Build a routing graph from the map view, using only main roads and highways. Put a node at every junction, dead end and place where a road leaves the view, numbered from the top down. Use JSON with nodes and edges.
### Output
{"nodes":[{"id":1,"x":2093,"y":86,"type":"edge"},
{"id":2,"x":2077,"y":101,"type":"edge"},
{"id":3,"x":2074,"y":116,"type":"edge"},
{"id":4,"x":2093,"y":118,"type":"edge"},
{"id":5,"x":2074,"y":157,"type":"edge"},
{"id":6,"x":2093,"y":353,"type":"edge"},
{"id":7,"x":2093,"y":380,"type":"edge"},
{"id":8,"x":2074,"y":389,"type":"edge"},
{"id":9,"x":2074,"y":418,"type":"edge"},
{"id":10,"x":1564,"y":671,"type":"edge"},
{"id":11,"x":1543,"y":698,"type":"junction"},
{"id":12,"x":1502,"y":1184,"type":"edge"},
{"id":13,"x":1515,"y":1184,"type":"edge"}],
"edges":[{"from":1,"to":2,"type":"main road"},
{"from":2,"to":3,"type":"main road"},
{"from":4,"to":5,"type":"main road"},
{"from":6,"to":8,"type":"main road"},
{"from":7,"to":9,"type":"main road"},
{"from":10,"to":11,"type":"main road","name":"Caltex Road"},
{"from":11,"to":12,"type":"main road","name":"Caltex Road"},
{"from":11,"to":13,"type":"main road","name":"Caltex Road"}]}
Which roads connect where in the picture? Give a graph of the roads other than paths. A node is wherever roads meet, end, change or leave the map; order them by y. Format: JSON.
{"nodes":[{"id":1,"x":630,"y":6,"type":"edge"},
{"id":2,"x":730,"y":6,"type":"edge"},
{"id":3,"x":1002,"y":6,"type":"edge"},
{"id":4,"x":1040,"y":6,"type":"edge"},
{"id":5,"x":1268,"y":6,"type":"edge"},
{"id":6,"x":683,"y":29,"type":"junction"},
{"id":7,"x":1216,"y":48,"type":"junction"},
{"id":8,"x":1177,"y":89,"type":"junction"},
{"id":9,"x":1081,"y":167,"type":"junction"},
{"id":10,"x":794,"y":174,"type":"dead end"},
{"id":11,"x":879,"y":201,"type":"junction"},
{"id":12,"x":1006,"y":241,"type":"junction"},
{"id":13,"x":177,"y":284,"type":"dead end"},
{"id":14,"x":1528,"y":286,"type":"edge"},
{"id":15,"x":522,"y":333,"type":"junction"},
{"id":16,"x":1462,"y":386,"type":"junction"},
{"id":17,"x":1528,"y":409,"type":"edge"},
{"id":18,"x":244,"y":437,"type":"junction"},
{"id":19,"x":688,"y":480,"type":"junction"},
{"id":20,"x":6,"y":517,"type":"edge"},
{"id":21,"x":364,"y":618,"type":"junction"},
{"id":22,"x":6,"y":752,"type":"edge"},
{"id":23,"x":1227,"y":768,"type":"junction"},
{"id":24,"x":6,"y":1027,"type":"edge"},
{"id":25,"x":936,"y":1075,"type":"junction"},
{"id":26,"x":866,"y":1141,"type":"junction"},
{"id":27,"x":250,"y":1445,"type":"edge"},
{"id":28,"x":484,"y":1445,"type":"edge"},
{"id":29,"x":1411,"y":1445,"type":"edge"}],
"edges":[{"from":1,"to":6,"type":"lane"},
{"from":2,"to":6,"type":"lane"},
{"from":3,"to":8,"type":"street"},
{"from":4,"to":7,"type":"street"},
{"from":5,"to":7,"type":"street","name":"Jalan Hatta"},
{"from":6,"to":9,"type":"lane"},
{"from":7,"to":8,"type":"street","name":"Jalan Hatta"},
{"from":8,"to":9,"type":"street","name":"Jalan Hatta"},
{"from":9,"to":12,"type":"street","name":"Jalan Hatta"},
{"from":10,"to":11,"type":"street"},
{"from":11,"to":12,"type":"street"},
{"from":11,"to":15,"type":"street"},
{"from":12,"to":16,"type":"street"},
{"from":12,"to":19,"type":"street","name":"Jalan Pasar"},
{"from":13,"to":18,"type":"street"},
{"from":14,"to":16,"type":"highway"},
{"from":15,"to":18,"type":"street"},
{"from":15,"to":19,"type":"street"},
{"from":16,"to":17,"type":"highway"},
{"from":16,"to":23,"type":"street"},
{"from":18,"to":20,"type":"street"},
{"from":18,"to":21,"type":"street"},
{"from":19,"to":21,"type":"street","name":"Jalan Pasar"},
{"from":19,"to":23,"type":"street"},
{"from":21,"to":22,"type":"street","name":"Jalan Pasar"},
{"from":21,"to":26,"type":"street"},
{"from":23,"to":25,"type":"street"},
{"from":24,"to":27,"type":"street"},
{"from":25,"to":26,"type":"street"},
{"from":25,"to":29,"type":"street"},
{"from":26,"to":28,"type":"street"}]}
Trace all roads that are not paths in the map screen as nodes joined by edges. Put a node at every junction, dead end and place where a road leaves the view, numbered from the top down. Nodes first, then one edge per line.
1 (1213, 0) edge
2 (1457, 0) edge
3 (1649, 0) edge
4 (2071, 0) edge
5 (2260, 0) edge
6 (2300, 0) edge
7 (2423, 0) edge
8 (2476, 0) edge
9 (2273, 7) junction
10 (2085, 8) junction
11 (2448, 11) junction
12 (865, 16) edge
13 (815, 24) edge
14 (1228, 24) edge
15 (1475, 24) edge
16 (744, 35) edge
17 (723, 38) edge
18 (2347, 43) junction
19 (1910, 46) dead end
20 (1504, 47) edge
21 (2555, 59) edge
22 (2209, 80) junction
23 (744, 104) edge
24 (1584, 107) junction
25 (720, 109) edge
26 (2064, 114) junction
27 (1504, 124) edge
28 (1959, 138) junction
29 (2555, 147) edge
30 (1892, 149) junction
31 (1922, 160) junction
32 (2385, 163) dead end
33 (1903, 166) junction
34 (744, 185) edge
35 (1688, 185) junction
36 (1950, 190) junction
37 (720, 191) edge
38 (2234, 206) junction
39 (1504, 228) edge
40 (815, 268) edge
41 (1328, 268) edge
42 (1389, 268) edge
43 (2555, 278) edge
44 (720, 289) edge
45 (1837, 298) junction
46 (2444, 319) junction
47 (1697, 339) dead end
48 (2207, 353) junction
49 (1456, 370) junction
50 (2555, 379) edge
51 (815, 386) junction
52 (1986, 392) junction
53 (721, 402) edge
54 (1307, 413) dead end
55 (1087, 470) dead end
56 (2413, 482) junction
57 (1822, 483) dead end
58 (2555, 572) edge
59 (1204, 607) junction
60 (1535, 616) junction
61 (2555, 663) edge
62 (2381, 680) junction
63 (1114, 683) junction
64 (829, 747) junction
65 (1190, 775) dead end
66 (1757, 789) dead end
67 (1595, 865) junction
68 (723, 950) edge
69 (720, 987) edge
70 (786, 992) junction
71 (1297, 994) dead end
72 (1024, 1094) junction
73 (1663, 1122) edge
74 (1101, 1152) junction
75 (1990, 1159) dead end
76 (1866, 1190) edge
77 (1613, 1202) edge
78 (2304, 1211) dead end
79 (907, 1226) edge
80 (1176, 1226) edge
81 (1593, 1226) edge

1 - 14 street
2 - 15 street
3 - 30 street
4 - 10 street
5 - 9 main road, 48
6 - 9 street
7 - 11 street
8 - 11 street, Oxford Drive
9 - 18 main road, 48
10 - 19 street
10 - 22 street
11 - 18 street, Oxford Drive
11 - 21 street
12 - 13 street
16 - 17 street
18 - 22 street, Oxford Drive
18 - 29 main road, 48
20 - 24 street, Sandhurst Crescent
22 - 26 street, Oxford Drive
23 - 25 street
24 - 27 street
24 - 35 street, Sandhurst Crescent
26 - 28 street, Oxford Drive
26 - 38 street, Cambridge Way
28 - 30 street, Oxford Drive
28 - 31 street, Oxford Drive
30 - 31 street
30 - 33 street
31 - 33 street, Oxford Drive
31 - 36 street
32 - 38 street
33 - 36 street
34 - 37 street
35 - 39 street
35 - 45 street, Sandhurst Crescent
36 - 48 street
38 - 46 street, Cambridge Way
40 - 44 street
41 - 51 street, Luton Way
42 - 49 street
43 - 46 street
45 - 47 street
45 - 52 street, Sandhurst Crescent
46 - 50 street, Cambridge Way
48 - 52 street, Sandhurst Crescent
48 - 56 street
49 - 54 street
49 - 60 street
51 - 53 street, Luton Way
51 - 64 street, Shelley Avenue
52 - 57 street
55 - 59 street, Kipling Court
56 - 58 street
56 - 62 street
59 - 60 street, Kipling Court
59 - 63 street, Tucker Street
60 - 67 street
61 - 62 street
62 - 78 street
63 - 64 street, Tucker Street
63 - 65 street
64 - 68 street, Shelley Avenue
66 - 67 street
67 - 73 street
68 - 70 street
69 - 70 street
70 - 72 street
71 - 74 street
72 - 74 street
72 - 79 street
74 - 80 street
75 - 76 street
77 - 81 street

§ Assigned task
Among the lines above, some may include the string "Tucker"; state how many, and nothing more.

§ Solution to the exercise
2